Stored items
........
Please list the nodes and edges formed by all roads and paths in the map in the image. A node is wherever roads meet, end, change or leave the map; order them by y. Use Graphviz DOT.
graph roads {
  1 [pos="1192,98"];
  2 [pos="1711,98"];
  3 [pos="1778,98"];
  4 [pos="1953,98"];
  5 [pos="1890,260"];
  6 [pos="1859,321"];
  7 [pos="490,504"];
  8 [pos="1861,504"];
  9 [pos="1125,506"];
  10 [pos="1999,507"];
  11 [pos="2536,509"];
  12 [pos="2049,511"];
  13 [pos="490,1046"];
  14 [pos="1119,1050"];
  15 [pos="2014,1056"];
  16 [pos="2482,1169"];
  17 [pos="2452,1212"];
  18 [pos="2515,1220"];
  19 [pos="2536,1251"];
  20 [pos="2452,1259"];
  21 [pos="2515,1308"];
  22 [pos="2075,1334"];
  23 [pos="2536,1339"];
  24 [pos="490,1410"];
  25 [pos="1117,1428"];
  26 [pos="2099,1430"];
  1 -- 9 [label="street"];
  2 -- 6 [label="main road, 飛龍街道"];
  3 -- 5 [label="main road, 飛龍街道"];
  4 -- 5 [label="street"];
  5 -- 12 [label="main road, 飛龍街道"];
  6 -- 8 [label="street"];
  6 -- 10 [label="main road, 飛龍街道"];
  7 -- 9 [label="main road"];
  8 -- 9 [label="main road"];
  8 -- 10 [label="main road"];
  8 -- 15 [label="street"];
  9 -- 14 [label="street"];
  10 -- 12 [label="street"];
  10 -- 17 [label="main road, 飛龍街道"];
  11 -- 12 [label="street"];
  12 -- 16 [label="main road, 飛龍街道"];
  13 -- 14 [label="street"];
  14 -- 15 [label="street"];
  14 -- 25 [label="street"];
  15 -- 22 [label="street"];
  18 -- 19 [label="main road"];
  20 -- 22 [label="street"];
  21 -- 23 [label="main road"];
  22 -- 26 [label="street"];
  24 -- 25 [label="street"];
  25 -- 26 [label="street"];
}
........
**TASK INSTRUCTIONS:** Check each line above for the word "roads" and copy every line that has it.

**ANSWER TO THE EXERCISE:**
Please list the nodes and edges formed by all roads and paths in the map in the image. A node is wherever roads meet, end, change or leave the map; order them by y. Use Graphviz DOT.
graph roads {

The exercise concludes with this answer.